When Mochulsky first arrives at Pechorlag, the prisoners sleep on branches on the bare ground, exposed to the unforgiving Artic cold. Many die. One day, a friend of Mochulsky who works as a guard in another camp asks him, “What kind of labor re-education is going on with these prisoners if they are all just dying during the winter?” It is a fair question. But rather than confront its underlying truth—that the very idea of “labor re-education” is a cruel, manipulative absurdity, and so there is no kind of labor re-education going on at all, nor will there ever be—Mochulsky sets out to build barracks and a mess hall so the prisoners can get enough sleep and food to fill their work plans.
The camp’s prisoners, to the extent they even exist in the book, are not really prisoners at all, but labor-units that either in their laziness, inefficiency, or simple disobedience conspire to foil whatever task Mochulsky has cooked up for them or, usually after some clever talking-to from Mochulsky himself, band together to overfill their work orders. When they starve or freeze, their suffering is not human but material—sick or dead workers cannot finish the rail line by winter. Perhaps most important, this bit of reasoning acts as a psychic balm for the diarist: these people do not suffer; so Mochulsky cannot have inflicted any suffering.
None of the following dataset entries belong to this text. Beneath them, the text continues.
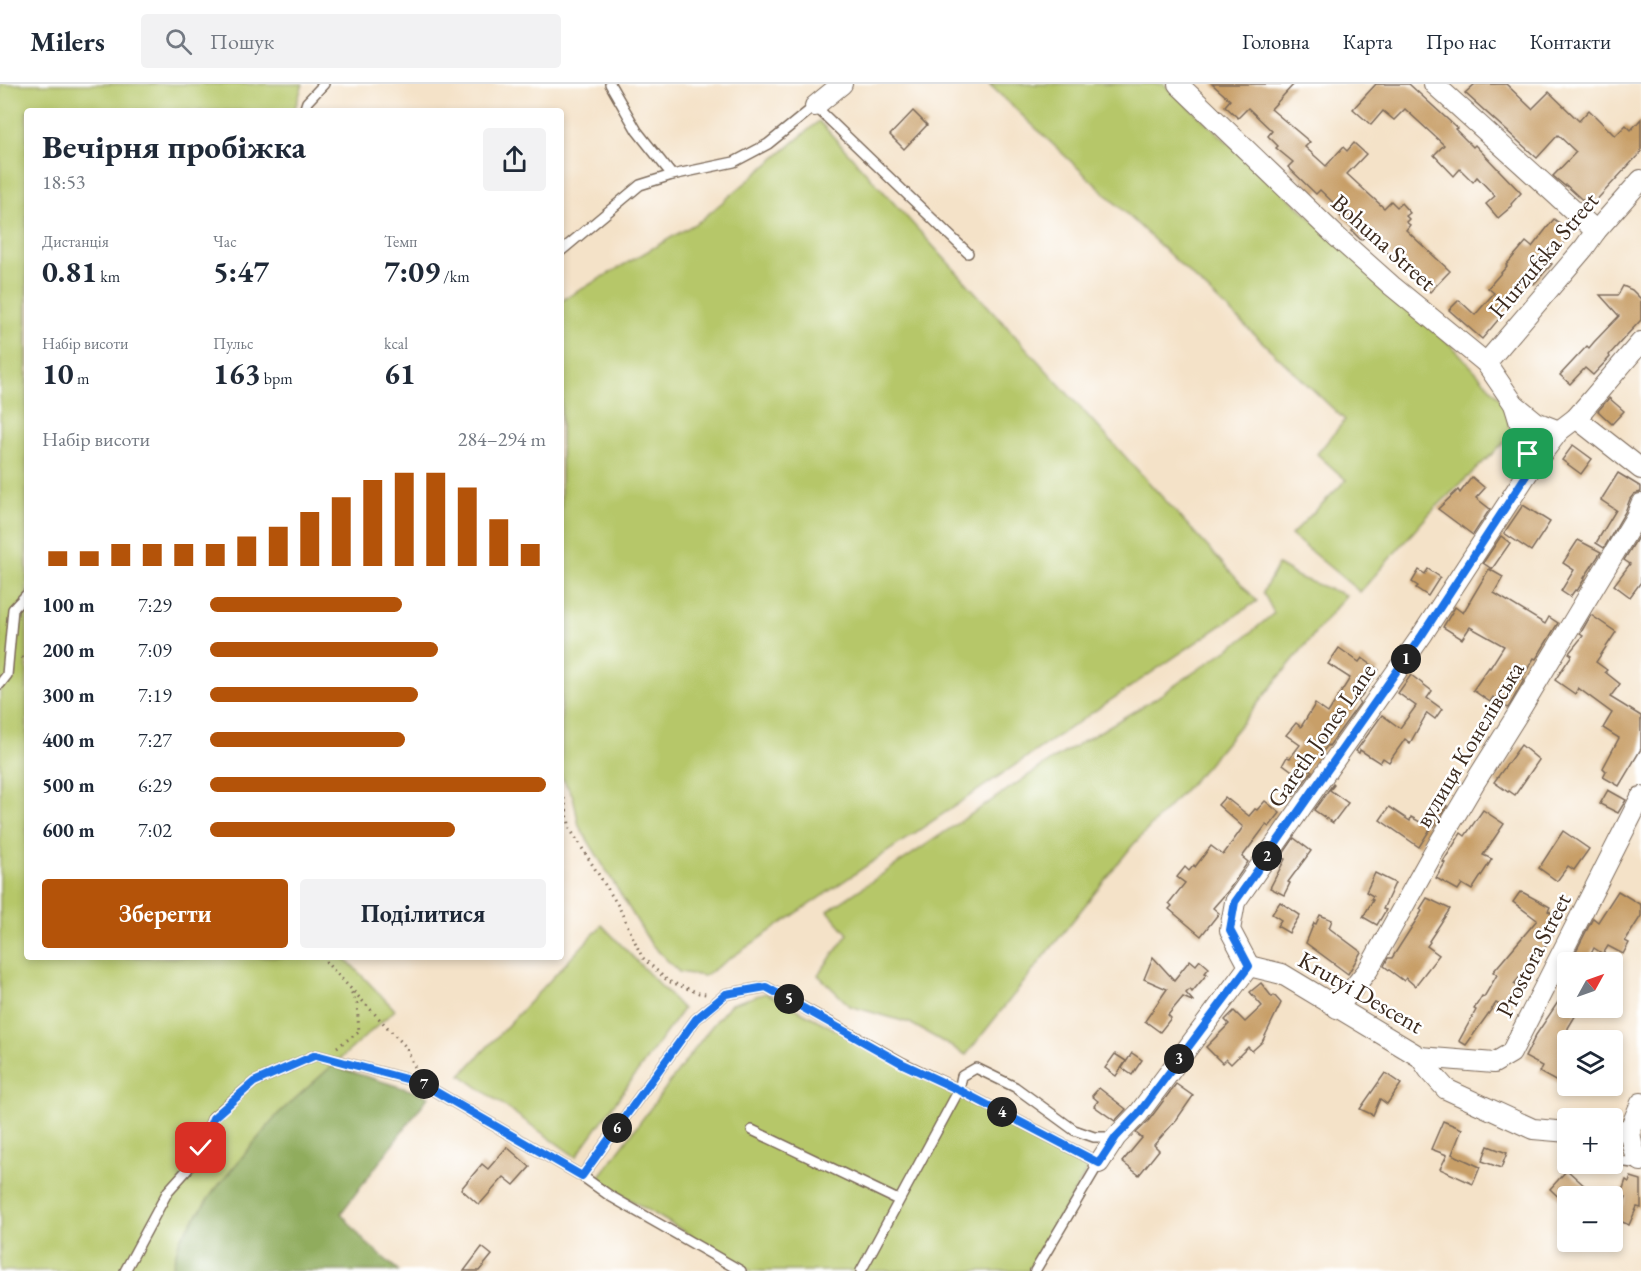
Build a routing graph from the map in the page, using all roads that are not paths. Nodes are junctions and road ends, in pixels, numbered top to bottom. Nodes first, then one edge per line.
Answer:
1 (324, 84) edge
2 (610, 84) edge
3 (842, 84) edge
4 (1178, 84) edge
5 (1434, 84) edge
6 (815, 106) junction
7 (305, 108) edge
8 (672, 175) junction
9 (1641, 180) edge
10 (1596, 231) junction
11 (564, 248) edge
12 (968, 253) dead end
13 (1641, 342) edge
14 (1486, 363) junction
15 (1514, 404) junction
16 (1576, 418) junction
17 (1559, 431) junction
18 (1641, 469) edge
19 (1529, 471) junction
20 (1641, 504) edge
21 (24, 597) edge
22 (0, 684) edge
23 (1641, 797) edge
24 (1249, 966) junction
25 (1337, 1008) junction
26 (1420, 1057) junction
27 (959, 1090) junction
28 (1641, 1103) edge
29 (1623, 1128) edge
30 (752, 1130) dead end
31 (1557, 1133) edge
32 (1623, 1133) edge
33 (1116, 1137) junction
34 (1623, 1161) edge
35 (1641, 1162) edge
36 (1099, 1163) junction
37 (582, 1176) junction
38 (898, 1200) junction
39 (125, 1271) edge
40 (741, 1271) edge
41 (861, 1271) edge
42 (1035, 1271) edge

1 - 7 lane
2 - 8 lane
3 - 6 street
4 - 14 street, Bohuna Street
5 - 10 street
6 - 8 lane
6 - 12 lane
8 - 11 lane
9 - 10 street, Hurzufska Street
10 - 14 street, Hurzufska Street
13 - 16 street, Gareth Jones Lane
14 - 15 street, Bohuna Street
15 - 17 street, Bohuna Street
15 - 19 street
16 - 17 street, Gareth Jones Lane
16 - 18 street
17 - 19 street, Gareth Jones Lane
19 - 24 street, Gareth Jones Lane
20 - 25 street, вулиця Конелівська
21 - 22 lane
23 - 26 street, Prostora Street
24 - 25 street, Krutyi Descent
24 - 33 street
25 - 26 street, Krutyi Descent
26 - 31 street, Krutyi Descent
27 - 33 lane
27 - 36 lane
27 - 37 lane
27 - 38 lane
28 - 29 street
30 - 38 lane
32 - 35 street
33 - 36 street
34 - 35 lane
36 - 42 lane
37 - 39 lane
37 - 40 lane
38 - 41 lane

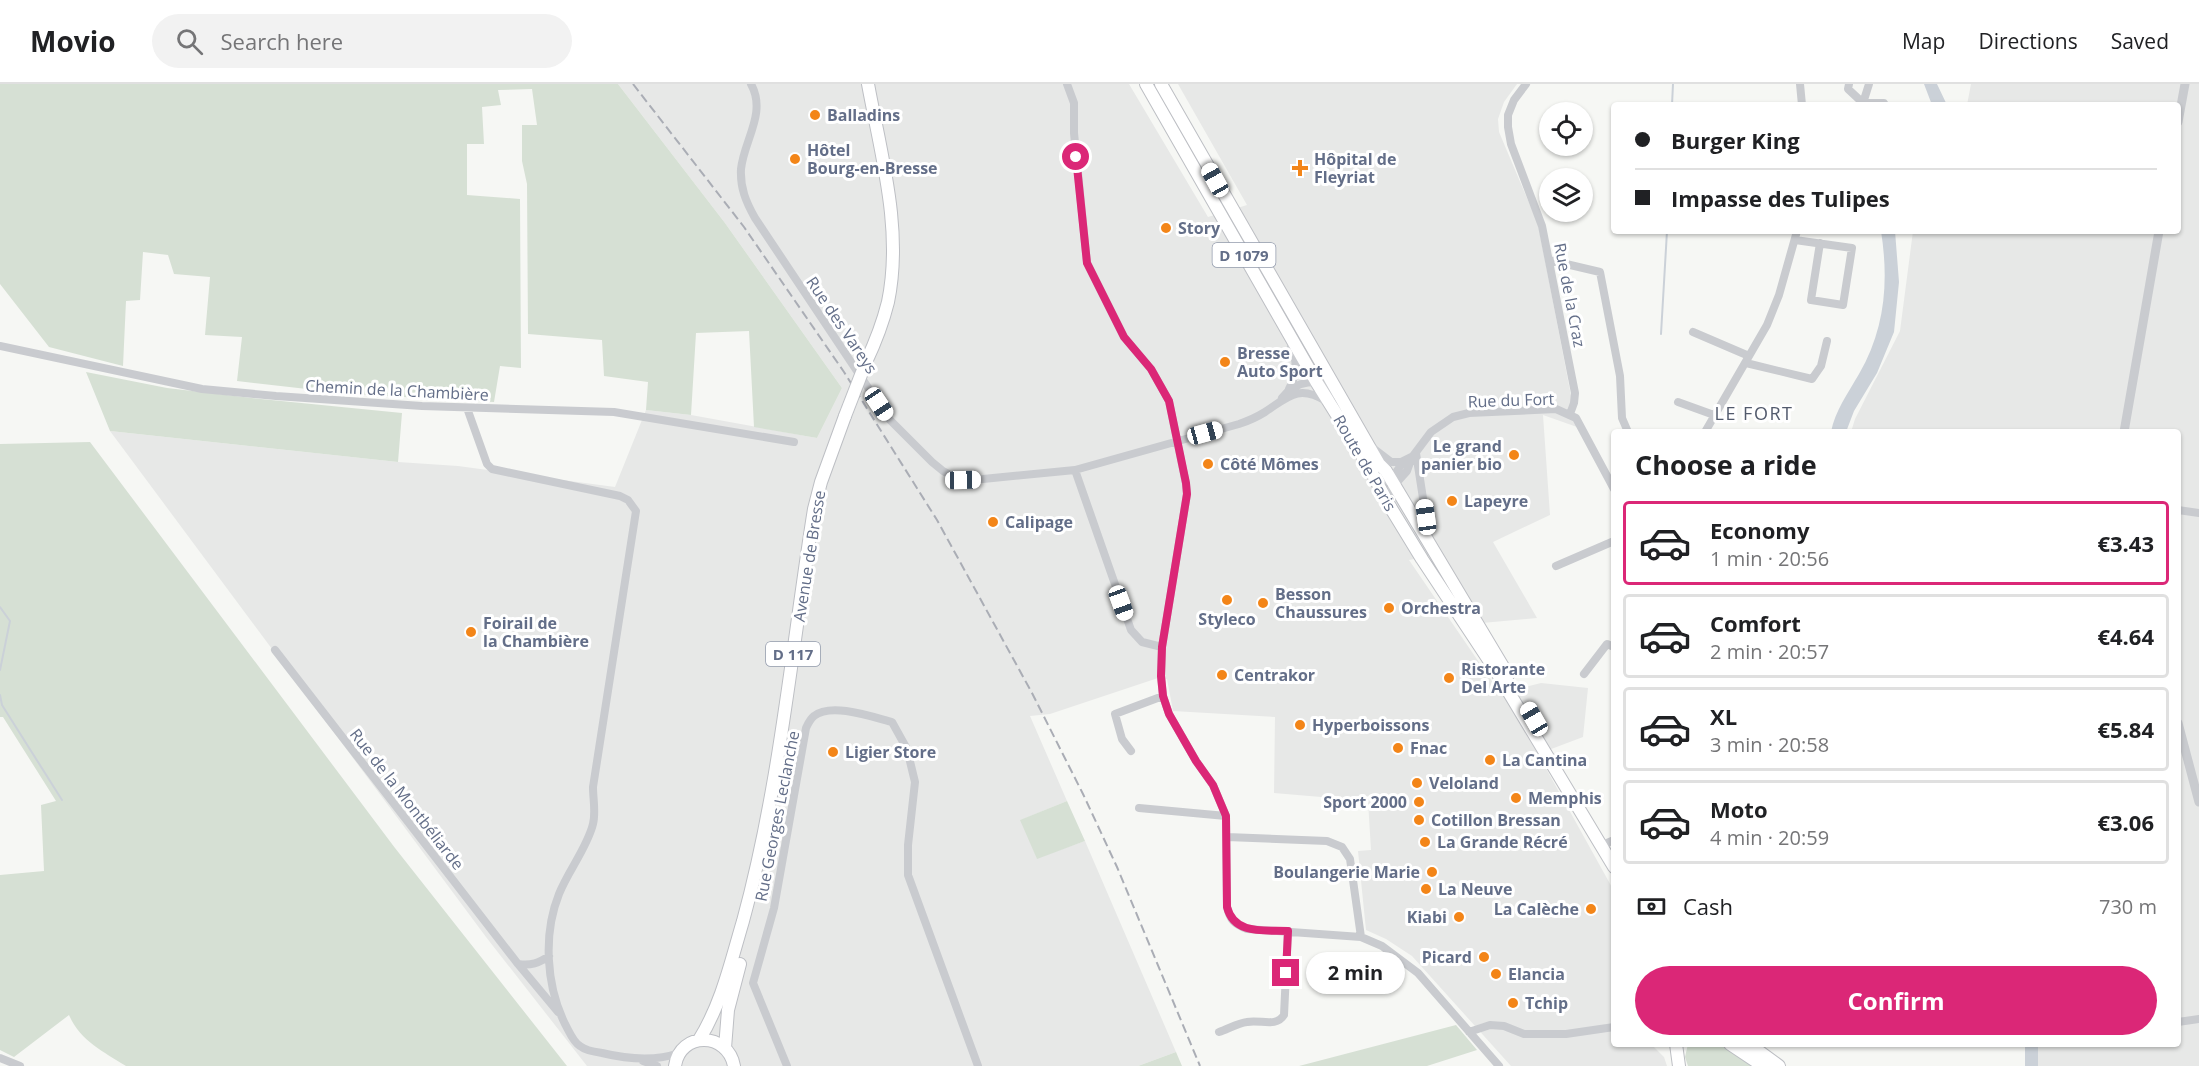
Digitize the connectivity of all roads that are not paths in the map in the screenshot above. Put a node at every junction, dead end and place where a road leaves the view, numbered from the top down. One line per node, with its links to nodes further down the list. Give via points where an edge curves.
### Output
1 (751, 84): 45 (street, Rue des Vareys, via 758,108 741,170 744,199 889,419 932,462 963,480)
2 (868, 84): 67 (main road, Avenue de Bresse / D 117, bridge, via 891,210 893,252 888,302 814,509 772,793)
3 (1067, 84): 40 (street, via 1074,102 1087,263 1124,337 1161,384)
4 (1146, 84): 20 (main road, Route de Paris / D 1079)
5 (1161, 84): 25 (main road, Route de Paris / D 1079)
6 (1526, 84): 19 (street, Rue de la Craz, via 1508,115 1510,144 1542,226)
7 (1800, 84): 11 (street)
8 (1849, 84): 12 (street, via 1848,89)
9 (1869, 84): 13 (street)
10 (2185, 84): 14 (street)
11 (1802, 102)
12 (1862, 102)
13 (1863, 102)
14 (2181, 106)
15 (1796, 234): 17 (street)
16 (2158, 234): 38 (street)
17 (1795, 240): 18 (street); 24 (street, via 1767,325)
18 (1820, 243): 18 (street, via 1852,248 1843,305 1811,300)
19 (1549, 260): 34 (street, Rue de la Craz, via 1575,393); 36 (street, via 1600,272)
20 (1278, 315): 26 (main road, Route de Paris / D 1079); 27 (street, Rue des Vareys, via 1297,364)
21 (1693, 332): 24 (street)
22 (1827, 341): 24 (street, via 1821,366 1812,379)
23 (0, 346): 33 (street, Chemin de la Chambière, via 202,388)
24 (1747, 359): 35 (street)
25 (1323, 365): 26 (street); 31 (main road, Route de Paris / D 1079)
26 (1317, 383): 27 (street); 28 (street, Rue des Vareys); 31 (street, via 1328,387); 32 (main road, Route de Paris / D 1079)
27 (1289, 389): 29 (street, Rue des Vareys)
28 (1301, 393): 29 (street, Rue des Vareys); 32 (street)
29 (1279, 402): 40 (street, Rue des Vareys, via 1254,418)
30 (1678, 402): 35 (street)
31 (1345, 403): 41 (main road, Route de Paris / D 1079)
32 (1331, 404): 43 (main road, Route de Paris / D 1079)
33 (466, 408): 39 (street, Chemin de la Chambière, via 614,412); 70 (street, via 492,469 620,496 636,512 593,787 594,822 560,892)
34 (1570, 414): 42 (street, Rue du Fort, via 1557,410 1469,413 1442,423); 47 (street, Rue du Fort, via 1576,418)
35 (1714, 415): 37 (street)
36 (1627, 429)
37 (1707, 429)
38 (2125, 429)
39 (794, 442)
40 (1178, 442): 45 (street, Rue des Vareys); 55 (street, via 1187,494)
41 (1367, 442): 44 (street, via 1386,459); 46 (main road, Route de Paris / D 1079)
42 (1414, 454): 44 (street, Rue du Fort); 46 (street, Rue du Fort, via 1402,477); 52 (street)
43 (1365, 460): 46 (street, via 1381,478); 48 (main road, Route de Paris / D 1079)
44 (1404, 461): 46 (street)
45 (1075, 470): 55 (street, via 1131,630 1142,642)
46 (1392, 482): 48 (street); 52 (main road, Route de Paris / D 1079)
47 (1611, 483)
48 (1389, 505): 66 (main road, Route de Paris / D 1079, via 1508,690)
49 (2181, 510): 50 (street)
50 (2199, 513)
51 (1611, 542): 53 (street)
52 (1430, 545): 65 (main road, Route de Paris / D 1079)
53 (1556, 566)
54 (1611, 646): 57 (street, via 1607,644)
55 (1162, 647): 58 (street)
56 (275, 650): 71 (street, Rue de la Montbéliarde)
57 (1584, 674)
58 (1163, 696): 60 (street, via 1115,714 1122,739); 63 (street, via 1169,714 1213,785)
59 (2181, 734): 61 (street)
60 (1131, 751)
61 (2199, 802)
62 (1139, 808): 63 (street)
63 (1226, 816): 64 (street)
64 (1227, 837): 68 (street, via 1230,918 1247,929); 69 (street, via 1327,841 1342,847 1350,859)
65 (1611, 843)
66 (1611, 862)
67 (750, 895): 78 (main road, Avenue de Bresse / D 117, via 728,975); 82 (main road, Avenue de Bresse / D 117, via 728,1010)
68 (1288, 931): 69 (street); 76 (street, via 1282,1020 1248,1021)
69 (1362, 937): 77 (street, via 1382,946 1418,973)
70 (549, 956): 71 (street, via 539,962); 72 (street, via 551,983)
71 (518, 964): 72 (street, Rue de la Montbéliarde)
72 (561, 1016): 85 (street, via 581,1047)
73 (2199, 1020): 74 (street)
74 (2181, 1022)
75 (1611, 1027): 77 (street, via 1566,1034 1524,1034 1490,1025)
76 (1219, 1032)
77 (1469, 1032): 92 (street)
78 (699, 1040): 82 (main road, via 718,1042); 83 (main road)
79 (1676, 1047): 93 (main road)
80 (1734, 1047): 94 (main road)
81 (1753, 1047): 95 (main road)
82 (725, 1048): 86 (main road)
83 (679, 1053): 85 (street); 89 (main road)
84 (0, 1058): 87 (street)
85 (633, 1058): 88 (street)
86 (736, 1065)
87 (20, 1066)
88 (657, 1066)
89 (675, 1066)
90 (787, 1066): 91 (street, Rue Georges Leclanche, via 753,983 774,908 806,728 812,717 838,710 892,722 907,749 915,782 908,875)
91 (978, 1066)
92 (1498, 1066)
93 (1679, 1066)
94 (1763, 1066)
95 (1779, 1066)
Indeed, as we see him, Mochulsky is busy drafting plans for new railroad routes, not preparing mass graves. But surely someone was—only who? On this point, the book’s editor and translator, Deborah Kaple, wisely points the reader to a speech made by Arseny Roginsky, the director of Memorial, a Russian organization that has created a historical record of political persecution during the Soviet period, in which he laments “the Stalin paradox”: somehow the Stalinist machine produced millions of victims but no criminals.
In the book’s last entry, rather out of the blue, a new version of Mochulsky emerges. Gone is the earnest and proud young Communist, spouting all the stock phrases of a budding Soviet functionary. Mochulsky is brooding, disturbed. He writes of the “inhumanity” and “basic criminal character” of the Gulag. If socialism was such a good idea, he writes, why did it require the destruction of so many people to accomplish it? He finds himself asking the perennial Russian question: “For what?”
It is this question that Russians are asking themselves again. The decade of rule under Vladimir Putin has brought many of the things the regime has promised: a stable government that projects strength on the international stage, rising incomes that have allowed for an unprecedented degree of consumer freedom, a kind of bland, predictable order that has allowed people to concern themselves with their private lives. But if building that required something so base, so cynical, so corrupt as Putinism, then how long can those costs continue to be justified? At some point, as Mochulsky seems to have become aware, a reverence for stability above all else requires barbarity of one sort of another. As the growing demonstrations of tens of thousands of people in Moscow show, not everyone in today’s Russia is waiting for their memoirs to experience that sort of awakening.
Joshua Yaffa is a former Associate Editor at Foreign Affairs and a visiting scholar at the Harriman Institute at Columbia.